11/10/2025
World AIDS Day: A Half-Life
by Rob Toth, longtime CAB member
No one "gets" AIDS anymore. Google said as much. "AIDS, an outdated term. AIDS is a manageable disease." AIDS has evolved into: outdated, manageable. New drugs and new drug delivery systems: subcutaneous (under-the-skin), once every six months, one pill-once a day, have made HIV infection manageable. So, plan ahead.
But, what IS AIDS, you ask?! Here's a primer: you have an AIDS diagnosis IF your T-cells (a marker of immune health) are at or below 200. (They should be at least 500), and because of your compromised immune system, you'd contracted/developed one or more of these opportunistic infections: pneumocystis jirovecii P.C.P. in short, or kaposi sarcoma, a kind of skin cancer, or cryptosporidium, etc. Suffice to say, developing AIDS isn't fun. Now with the new drugs, the diagnosis classification of AIDS in America will, hopefully, fade like the red ribbon for HIV/AIDS Awareness, has faded. Yet, by medical terminology, "Once you've developed a diagnosis of AIDS you will always be a person living with AIDS," said my HIV doctor. I was taken aback a bit. I'm a senior citizen survivor living with AIDS, always.
In a 5/24/09 article by Regina Brett asked, "How Many of Us Die Unnoticed?" Neighbors found dead a week after they'd died? Will I be like that article or like my two relatives?! Found alone, dead for a week?! We may be "outdated, vintage" but we're not dead yet! Reading the 11/9/25 FORUM article, "From Taylor Swift to the Garden of Gethsemane" by Terry Pluto. "Many people go through a period in which they feel they don't fit in" begs the question: Where do we belong? Who will be our Velcro? Long-term survivors living with AIDS have experienced many a "dark night of the Soul, alone.

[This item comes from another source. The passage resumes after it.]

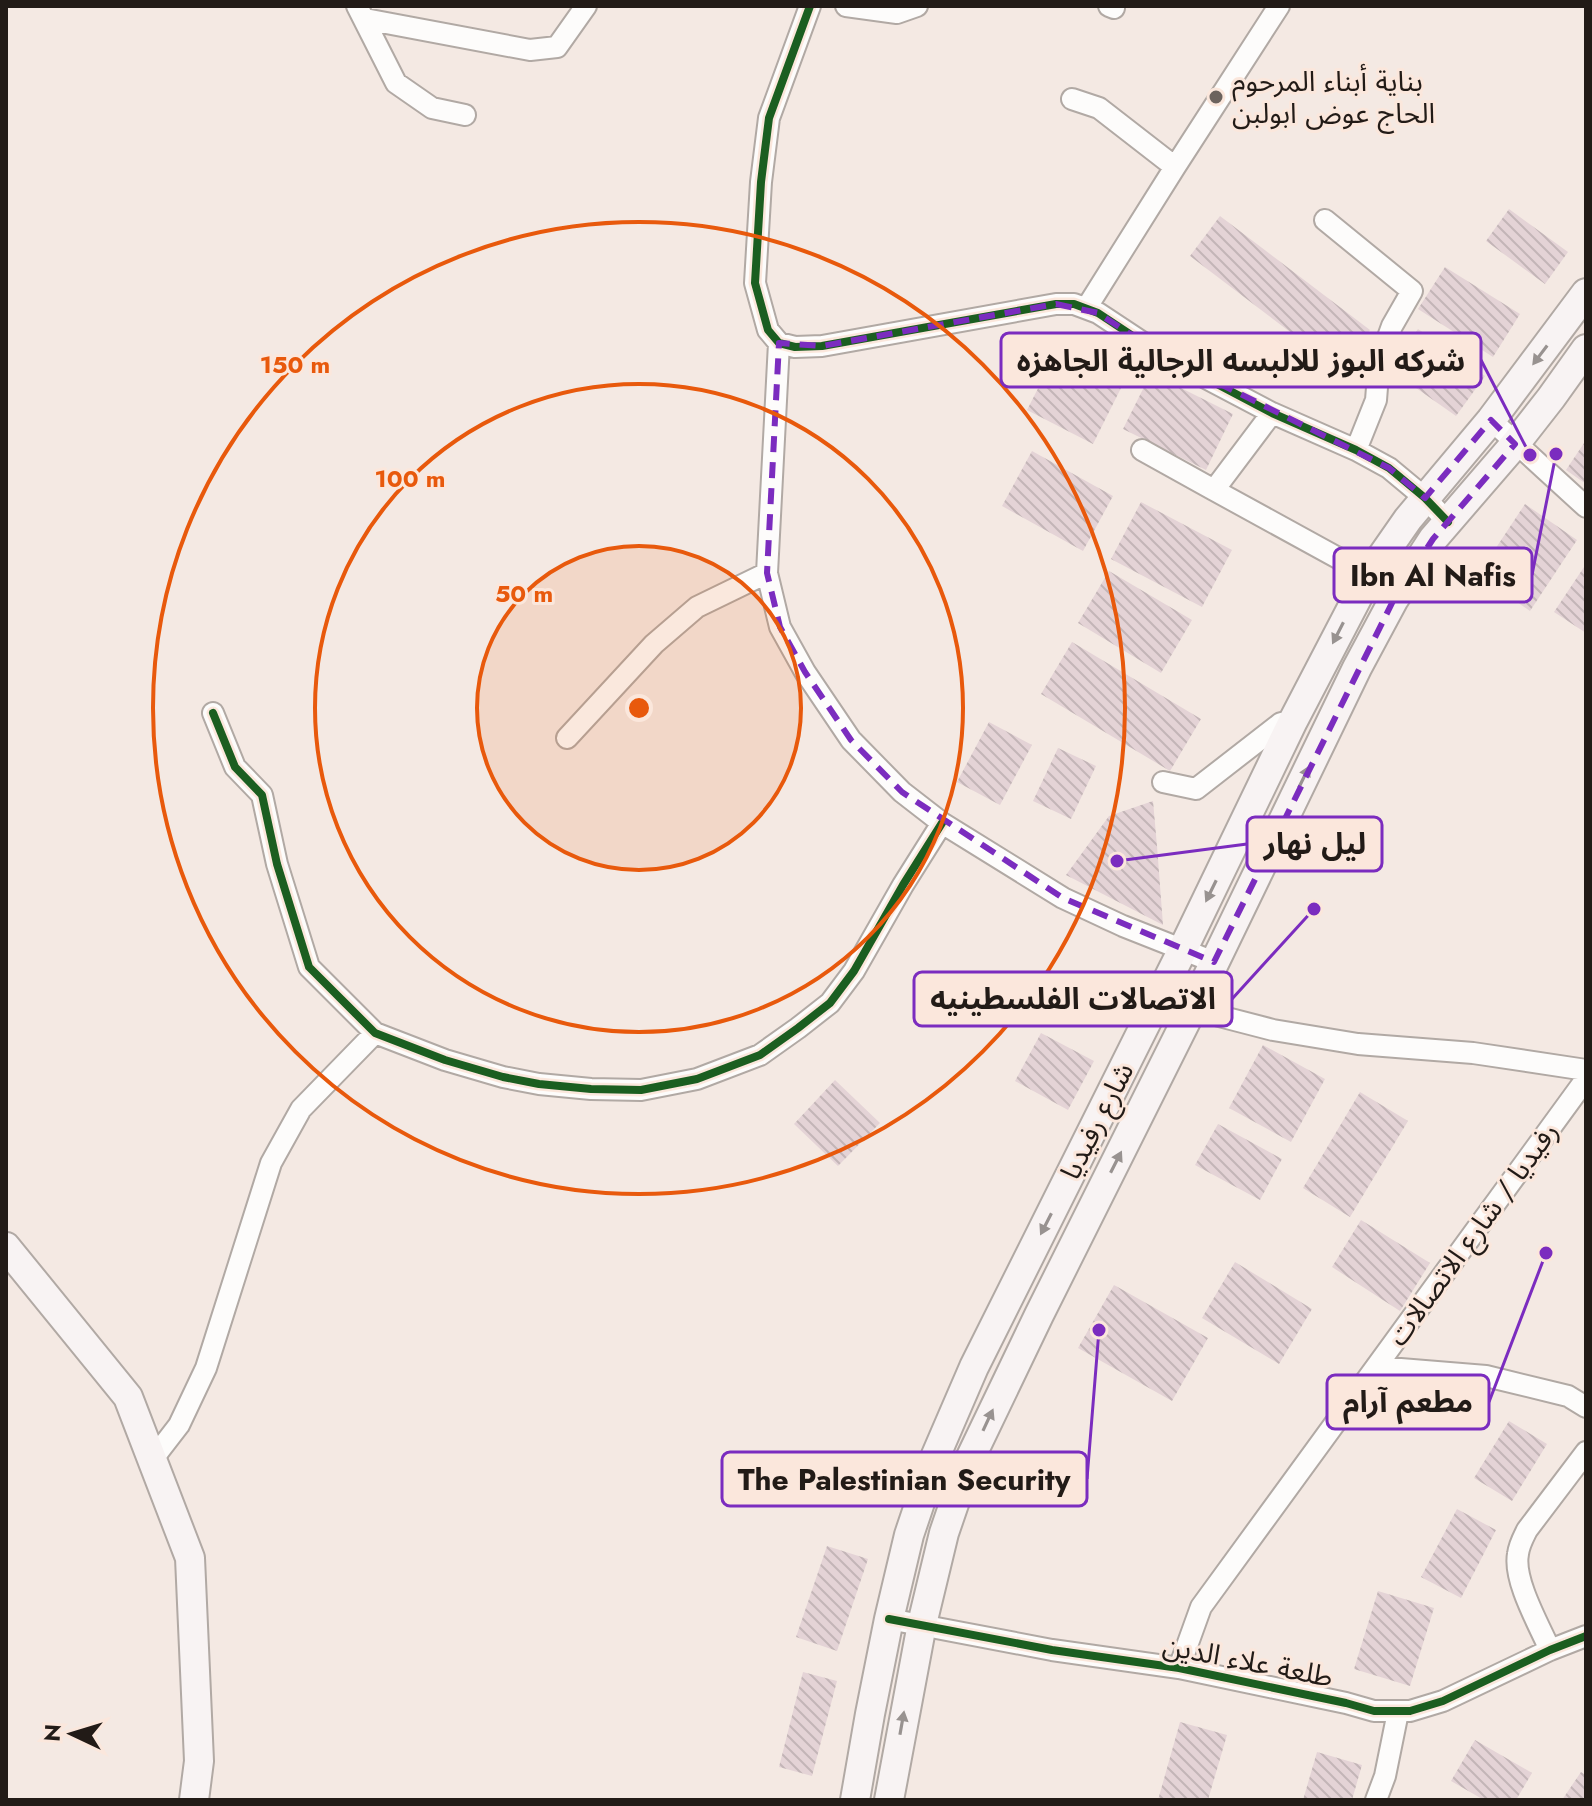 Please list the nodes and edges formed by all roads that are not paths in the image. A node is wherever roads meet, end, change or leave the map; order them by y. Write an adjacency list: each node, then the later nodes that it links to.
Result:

Now, in our old age, we ask, Where do I/we belong?!
For years, we've had to answer the innocuous enough question: "So, what do you do [for a living]?!" With grace and alacrity we're "retired." Lanyards and name tags show our community engagement, our "worthiness," our trying "to belong." After living 37 years with AIDS, my lanyards & op/ed clippings are my half-life. Long-term survivors can remember previous World AIDS Days, friends greeting each other, marching, singing "That's What Friends Are For." No more AIDSWalks, at least here in Cleveland. Yet, we persist.
Our needs are different from your "regular" senior citizen. At AIDS 2022 in Montreal, we wrote the "The Glasgow Manifesto": "Our bodies, hearts, minds and pocketbooks reveal scars earned building the modern HIV response. As we age, many of us are living with multiple chronic health conditions, coping with frailty, disability and/or cognitive changes, becoming more isolated, and experiencing ageism in addition to HIV/AIDS stigma and other forms of discrimination. Our independence, quality of life, and longevity are compromised and yet the HIV response has not evolved with us."
This World AIDS Day 2025, it is MY hope that we can re-engage our youth. We need new activists - thank you, Act Up Cleveland. Recently diagnosed with cancer, I don't have the time nor energy to "show up" all the time. Yet, showing up is what I do for Pride because WE are all, . LGBTQ+, survivors living with AIDS. It is my hope we can rise up, for one day, one World AIDS Day, even if it's just within our own circles and unapologetically without shame & state our HIV/AIDS status. So, on World AIDS Day, your friends and family can say, "I do know a person living with AIDS."